Se subió a la silla con esfuerzo, colocando primero sus manos sobre el asiento tomó impulso, se estiró la melena hacia los lados con las palmas casi negras de jugar en el suelo. Dos ojos como el carbón me miraron implacables. Asaltó la barrera de cachivaches que se extendían en aquella larguísima exposición. Yo estiré la mano como el día anterior y esta vez me enganchó de un dedo con sorprendente firmeza.
-¿No podrías darme tu darme algo de dinerillo? - me apretó. La miré inquieta:
-No, no puedo-, su voz me recordaba muchísimo a la gente que antes solía pedir de puerta en puerta.

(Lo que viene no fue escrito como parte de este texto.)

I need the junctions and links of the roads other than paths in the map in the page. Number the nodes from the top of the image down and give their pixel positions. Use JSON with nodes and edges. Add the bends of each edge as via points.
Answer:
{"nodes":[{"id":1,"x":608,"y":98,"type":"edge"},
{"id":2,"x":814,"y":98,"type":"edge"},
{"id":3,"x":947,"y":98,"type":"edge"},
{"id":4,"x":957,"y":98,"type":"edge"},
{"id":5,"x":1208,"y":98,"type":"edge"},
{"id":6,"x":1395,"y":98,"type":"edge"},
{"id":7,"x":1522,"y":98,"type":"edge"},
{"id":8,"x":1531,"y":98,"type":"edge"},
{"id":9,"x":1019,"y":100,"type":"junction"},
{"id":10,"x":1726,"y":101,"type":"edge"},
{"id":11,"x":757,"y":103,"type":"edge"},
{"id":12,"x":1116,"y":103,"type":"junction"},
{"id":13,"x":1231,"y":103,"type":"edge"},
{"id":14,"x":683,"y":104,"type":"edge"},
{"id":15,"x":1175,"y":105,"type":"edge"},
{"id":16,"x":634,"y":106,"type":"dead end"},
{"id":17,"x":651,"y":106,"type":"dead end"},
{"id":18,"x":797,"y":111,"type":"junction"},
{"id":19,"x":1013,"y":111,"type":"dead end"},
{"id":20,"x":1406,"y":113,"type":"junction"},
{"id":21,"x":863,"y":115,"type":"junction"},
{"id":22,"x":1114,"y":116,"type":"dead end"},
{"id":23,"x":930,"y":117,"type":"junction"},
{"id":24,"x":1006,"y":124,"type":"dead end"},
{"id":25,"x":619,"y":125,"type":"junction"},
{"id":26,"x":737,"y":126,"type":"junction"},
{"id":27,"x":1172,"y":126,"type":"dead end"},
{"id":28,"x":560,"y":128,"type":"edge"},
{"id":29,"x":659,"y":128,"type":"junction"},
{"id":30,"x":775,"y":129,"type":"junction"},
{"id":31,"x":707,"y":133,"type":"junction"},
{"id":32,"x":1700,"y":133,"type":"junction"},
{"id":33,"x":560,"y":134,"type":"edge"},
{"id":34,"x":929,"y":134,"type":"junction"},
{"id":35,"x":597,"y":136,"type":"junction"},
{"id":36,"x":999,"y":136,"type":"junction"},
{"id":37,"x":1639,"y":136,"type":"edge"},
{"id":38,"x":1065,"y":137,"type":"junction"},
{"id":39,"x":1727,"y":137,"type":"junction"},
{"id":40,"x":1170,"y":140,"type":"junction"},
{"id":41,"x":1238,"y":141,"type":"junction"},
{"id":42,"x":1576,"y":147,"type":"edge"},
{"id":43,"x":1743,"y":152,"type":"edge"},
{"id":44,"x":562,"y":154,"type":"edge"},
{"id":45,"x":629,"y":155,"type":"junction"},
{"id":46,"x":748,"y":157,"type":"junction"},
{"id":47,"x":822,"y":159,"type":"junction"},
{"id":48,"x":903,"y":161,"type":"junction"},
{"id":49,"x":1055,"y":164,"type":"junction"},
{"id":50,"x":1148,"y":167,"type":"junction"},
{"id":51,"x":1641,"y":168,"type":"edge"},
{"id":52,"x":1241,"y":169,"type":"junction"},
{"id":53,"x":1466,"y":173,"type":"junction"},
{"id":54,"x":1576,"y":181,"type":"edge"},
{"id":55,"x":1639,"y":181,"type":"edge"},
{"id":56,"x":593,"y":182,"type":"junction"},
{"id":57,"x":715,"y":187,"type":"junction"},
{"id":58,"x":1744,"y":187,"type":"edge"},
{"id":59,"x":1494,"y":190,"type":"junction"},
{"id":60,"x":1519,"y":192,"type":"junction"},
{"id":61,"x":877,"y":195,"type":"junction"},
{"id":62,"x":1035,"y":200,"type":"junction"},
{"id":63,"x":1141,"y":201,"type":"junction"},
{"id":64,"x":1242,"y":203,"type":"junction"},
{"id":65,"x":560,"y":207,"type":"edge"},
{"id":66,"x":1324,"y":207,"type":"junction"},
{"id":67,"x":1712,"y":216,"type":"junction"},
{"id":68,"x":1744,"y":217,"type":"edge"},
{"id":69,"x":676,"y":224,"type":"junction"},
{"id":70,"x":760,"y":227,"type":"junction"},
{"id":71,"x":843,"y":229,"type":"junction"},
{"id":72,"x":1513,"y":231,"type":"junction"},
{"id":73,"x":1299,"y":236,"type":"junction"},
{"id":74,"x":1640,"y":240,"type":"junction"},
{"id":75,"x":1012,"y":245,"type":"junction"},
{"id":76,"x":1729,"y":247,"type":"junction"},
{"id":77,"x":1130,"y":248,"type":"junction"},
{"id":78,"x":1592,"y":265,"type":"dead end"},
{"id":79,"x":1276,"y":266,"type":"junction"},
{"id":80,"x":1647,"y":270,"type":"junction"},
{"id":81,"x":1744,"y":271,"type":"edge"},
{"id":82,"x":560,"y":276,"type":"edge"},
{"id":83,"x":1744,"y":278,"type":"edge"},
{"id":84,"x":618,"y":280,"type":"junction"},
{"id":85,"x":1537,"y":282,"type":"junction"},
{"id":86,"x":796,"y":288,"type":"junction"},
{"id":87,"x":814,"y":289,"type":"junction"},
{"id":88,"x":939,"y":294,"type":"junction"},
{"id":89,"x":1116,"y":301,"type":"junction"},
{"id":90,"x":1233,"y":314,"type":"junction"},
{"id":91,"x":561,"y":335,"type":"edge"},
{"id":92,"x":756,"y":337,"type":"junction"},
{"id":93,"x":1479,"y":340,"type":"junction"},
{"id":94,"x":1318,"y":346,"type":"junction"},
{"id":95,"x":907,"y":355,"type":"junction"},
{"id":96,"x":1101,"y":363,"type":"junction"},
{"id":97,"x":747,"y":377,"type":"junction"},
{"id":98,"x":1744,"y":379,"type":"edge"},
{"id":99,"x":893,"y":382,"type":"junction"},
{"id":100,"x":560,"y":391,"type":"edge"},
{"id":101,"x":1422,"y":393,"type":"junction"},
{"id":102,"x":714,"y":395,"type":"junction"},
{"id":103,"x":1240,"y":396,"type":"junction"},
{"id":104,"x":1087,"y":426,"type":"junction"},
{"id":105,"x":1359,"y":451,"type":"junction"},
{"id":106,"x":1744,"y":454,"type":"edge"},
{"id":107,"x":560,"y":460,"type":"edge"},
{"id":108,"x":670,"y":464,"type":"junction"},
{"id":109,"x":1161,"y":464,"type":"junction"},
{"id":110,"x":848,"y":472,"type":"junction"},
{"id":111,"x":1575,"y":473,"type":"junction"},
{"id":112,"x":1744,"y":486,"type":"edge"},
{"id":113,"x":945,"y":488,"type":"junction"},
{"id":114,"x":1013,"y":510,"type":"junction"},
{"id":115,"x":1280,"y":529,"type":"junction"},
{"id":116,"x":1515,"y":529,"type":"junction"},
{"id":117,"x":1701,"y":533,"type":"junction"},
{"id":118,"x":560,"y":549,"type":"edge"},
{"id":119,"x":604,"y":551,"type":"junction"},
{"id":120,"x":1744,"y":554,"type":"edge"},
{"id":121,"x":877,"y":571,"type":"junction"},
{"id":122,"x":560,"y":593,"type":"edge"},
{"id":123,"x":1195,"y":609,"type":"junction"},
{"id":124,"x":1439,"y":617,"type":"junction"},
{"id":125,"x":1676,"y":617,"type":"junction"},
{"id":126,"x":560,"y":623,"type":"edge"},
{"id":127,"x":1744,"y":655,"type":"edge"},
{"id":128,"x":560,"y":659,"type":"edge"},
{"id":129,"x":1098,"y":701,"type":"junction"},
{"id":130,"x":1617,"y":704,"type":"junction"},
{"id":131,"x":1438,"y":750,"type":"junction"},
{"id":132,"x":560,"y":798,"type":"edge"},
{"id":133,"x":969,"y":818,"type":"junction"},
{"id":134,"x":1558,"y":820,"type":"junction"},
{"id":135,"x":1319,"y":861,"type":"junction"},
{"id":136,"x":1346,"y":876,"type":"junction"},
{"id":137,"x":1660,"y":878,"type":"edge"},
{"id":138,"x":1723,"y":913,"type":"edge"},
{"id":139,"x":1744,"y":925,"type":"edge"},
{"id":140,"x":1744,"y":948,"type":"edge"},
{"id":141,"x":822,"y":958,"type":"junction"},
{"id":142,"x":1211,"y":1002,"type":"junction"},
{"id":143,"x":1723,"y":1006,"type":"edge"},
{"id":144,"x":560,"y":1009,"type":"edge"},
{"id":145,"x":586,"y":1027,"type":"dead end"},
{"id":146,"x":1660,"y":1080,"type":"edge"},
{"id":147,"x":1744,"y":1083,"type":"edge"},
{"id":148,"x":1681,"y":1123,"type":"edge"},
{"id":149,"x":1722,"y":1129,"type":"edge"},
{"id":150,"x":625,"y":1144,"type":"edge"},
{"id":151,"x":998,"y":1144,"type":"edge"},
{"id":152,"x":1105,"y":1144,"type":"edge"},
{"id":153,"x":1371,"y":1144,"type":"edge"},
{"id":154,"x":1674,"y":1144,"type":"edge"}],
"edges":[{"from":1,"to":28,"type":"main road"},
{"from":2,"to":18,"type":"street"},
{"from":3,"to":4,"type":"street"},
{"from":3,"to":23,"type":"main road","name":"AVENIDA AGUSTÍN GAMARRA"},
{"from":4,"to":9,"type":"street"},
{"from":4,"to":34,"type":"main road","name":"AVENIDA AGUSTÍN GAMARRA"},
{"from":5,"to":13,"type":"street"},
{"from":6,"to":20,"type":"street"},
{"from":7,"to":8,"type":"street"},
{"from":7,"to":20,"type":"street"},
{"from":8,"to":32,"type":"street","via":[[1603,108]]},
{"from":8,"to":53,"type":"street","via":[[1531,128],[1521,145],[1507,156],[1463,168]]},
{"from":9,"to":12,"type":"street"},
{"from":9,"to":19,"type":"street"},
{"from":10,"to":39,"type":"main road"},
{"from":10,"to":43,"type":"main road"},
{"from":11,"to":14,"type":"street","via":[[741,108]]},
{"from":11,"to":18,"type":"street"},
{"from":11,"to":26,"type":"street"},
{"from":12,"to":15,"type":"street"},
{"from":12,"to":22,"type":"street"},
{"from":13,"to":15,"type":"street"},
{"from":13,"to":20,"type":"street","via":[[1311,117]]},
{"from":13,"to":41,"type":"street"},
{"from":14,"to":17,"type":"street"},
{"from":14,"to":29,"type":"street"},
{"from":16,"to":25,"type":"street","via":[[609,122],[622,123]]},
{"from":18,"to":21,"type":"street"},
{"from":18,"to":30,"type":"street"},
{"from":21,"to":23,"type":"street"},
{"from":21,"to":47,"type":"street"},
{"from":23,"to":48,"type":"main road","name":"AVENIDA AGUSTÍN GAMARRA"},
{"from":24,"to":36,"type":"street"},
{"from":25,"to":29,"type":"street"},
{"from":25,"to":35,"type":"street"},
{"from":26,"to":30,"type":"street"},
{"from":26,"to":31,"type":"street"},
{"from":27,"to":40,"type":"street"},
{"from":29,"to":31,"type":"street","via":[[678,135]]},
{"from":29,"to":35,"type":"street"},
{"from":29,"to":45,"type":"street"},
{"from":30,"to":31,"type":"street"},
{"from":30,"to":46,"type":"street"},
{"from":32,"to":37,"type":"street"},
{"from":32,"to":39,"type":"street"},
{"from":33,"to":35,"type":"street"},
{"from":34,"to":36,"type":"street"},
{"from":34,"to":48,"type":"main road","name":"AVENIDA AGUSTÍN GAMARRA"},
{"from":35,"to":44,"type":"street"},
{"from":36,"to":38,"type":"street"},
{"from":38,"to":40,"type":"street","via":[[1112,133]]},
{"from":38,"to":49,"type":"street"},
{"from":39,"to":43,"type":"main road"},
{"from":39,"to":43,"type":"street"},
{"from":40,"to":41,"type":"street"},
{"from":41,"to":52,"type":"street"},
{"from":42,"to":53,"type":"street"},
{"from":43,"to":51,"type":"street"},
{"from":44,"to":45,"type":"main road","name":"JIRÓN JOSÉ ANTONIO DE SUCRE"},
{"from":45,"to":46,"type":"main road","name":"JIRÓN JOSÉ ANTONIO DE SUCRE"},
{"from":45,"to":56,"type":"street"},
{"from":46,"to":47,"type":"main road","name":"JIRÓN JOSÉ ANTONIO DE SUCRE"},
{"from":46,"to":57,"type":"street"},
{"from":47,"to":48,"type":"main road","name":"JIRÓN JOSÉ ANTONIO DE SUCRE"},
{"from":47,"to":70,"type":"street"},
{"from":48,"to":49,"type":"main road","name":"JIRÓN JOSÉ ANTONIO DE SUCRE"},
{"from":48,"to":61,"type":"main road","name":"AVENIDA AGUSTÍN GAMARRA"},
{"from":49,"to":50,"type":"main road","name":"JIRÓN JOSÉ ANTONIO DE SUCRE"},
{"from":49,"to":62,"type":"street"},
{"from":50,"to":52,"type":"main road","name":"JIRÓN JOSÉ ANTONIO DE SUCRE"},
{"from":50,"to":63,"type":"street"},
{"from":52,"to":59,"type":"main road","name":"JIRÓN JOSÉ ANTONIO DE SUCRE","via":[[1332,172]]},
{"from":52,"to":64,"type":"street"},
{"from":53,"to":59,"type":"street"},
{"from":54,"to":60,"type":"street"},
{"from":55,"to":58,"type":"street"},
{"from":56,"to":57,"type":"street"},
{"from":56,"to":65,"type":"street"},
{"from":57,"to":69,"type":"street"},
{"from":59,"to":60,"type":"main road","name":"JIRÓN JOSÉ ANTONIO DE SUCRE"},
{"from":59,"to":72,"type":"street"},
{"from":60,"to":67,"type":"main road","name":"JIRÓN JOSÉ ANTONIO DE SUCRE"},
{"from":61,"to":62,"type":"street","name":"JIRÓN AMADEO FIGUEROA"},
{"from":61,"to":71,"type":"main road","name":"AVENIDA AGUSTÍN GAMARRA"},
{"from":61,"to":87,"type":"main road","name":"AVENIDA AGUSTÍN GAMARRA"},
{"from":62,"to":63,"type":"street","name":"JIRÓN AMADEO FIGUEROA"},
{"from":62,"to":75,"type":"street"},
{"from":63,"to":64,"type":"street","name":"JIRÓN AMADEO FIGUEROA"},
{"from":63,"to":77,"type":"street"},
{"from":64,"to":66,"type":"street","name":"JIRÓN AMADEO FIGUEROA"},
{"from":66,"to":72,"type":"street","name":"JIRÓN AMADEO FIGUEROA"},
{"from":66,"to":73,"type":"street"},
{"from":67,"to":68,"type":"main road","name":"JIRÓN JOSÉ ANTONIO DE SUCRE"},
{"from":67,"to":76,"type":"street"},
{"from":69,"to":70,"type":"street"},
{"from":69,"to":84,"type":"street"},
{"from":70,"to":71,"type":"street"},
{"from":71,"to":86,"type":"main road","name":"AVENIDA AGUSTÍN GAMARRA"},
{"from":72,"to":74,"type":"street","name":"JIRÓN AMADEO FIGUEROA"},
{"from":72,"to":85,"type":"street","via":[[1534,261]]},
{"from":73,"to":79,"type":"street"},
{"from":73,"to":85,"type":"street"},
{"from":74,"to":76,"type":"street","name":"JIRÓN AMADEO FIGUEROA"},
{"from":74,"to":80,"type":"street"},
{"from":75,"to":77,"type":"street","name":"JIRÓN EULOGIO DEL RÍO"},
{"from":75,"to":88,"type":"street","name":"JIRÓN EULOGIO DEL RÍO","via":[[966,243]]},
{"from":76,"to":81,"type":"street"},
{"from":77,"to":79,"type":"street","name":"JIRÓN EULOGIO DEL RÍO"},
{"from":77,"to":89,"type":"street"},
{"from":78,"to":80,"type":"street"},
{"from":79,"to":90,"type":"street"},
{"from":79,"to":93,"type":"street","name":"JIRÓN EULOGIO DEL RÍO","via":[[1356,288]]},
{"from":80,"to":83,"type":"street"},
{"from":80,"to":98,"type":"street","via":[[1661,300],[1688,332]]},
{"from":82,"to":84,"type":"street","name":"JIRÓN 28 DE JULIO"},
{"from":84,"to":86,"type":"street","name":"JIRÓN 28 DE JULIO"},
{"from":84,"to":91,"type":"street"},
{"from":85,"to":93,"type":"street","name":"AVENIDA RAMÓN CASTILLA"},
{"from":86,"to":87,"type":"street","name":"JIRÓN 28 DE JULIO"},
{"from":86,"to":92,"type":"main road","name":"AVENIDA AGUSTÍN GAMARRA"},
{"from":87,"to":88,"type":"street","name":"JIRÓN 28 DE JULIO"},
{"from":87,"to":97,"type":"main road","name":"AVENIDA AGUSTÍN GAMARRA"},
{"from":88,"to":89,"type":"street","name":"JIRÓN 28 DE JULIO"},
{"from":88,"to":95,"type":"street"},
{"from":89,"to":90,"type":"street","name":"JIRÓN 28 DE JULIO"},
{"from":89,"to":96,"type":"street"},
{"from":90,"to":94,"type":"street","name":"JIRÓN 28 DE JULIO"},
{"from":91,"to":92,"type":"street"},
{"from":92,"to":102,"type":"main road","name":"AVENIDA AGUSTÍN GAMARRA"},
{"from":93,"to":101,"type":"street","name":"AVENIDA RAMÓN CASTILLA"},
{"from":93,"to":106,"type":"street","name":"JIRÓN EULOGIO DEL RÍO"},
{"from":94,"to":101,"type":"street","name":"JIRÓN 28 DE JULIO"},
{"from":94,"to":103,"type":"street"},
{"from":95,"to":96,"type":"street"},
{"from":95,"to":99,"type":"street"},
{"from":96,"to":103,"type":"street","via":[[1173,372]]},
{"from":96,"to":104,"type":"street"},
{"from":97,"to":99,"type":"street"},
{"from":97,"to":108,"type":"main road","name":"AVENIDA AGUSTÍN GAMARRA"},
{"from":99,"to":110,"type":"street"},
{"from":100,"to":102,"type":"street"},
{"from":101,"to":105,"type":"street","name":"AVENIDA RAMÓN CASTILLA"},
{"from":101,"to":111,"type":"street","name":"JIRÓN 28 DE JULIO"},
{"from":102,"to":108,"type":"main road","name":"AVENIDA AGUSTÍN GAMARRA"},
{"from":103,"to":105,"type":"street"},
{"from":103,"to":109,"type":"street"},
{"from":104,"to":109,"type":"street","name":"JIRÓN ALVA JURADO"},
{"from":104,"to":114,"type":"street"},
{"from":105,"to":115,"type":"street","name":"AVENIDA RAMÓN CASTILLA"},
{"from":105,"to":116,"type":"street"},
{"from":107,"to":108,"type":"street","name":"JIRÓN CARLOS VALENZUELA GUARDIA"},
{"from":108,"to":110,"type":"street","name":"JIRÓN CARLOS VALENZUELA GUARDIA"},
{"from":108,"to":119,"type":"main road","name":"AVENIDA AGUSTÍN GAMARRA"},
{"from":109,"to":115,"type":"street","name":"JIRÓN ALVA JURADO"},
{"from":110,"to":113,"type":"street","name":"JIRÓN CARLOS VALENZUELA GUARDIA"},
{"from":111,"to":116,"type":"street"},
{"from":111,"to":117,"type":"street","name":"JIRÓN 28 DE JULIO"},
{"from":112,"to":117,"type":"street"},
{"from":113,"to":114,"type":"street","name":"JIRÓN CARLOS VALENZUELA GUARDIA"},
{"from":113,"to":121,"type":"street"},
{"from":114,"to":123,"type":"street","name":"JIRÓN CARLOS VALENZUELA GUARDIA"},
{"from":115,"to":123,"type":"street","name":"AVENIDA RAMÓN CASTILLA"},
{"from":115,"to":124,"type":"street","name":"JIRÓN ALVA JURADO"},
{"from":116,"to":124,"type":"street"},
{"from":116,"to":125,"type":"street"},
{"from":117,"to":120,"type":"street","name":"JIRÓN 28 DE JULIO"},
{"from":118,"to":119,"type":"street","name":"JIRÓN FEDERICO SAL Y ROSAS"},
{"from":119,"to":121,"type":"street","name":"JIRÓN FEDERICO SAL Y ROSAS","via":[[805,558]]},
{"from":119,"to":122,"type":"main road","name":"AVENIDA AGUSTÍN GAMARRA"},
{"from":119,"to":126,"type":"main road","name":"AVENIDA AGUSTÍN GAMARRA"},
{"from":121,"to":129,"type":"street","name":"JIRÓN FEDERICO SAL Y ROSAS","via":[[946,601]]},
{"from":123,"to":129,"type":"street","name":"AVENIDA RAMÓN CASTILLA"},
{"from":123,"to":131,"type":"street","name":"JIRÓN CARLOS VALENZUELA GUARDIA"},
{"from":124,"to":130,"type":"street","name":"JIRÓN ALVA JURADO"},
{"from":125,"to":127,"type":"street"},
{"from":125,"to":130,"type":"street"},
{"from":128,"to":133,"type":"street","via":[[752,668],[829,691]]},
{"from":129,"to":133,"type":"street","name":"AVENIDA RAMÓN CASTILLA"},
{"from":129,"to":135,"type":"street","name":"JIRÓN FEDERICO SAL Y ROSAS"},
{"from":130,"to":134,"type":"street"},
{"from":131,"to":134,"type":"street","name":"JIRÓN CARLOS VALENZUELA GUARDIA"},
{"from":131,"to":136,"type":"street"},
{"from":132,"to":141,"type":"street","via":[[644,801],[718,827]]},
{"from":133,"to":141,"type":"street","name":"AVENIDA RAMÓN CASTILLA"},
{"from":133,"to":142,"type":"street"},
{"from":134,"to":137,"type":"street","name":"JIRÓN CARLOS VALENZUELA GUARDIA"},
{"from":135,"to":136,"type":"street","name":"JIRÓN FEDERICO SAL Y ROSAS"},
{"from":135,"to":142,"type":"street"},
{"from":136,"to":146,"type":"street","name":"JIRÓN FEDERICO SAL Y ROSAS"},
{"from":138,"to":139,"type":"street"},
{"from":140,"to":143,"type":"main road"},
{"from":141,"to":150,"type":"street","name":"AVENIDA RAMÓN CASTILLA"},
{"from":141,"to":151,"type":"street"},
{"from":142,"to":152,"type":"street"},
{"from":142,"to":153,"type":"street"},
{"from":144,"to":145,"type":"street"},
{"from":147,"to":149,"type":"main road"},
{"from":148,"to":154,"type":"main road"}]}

-¿No podrías darme sólo un poco de dinerillo?- me insistió con esa mirada de grito. Y de debajo de la mesa salió otra cabecita menuda, con cierto parecido, el pelo largo y los ojos rotos al saber los ojos de su amiga.
-¡Manuela- le dijo- calla ya, por favor!-, un brazo menudo le ayudó a bajarse. Vi en la más grande una mirada de fiera herida que defendía con un rictus de temprana amargura a la que consideraba una niña, cuando apenas dos centímetros las distanciaban como medida.
No se trata de un cuento de Dikens, aquí también hay gente que pasa necesidad, que ha perdido su casa o que nunca podrá tenerla, qué no tiene para dar a comer a sus hijos, o no cuenta con capacidad mental suficiente para mantenerlos a su cargo, y sin embargo los conserva consigo.
Algunos de los pequeños no disponen de recursos materiales y otros carecen de atención; les están malcriando consentidos, les cuidan extraños.
¿No se merecen algo mejor?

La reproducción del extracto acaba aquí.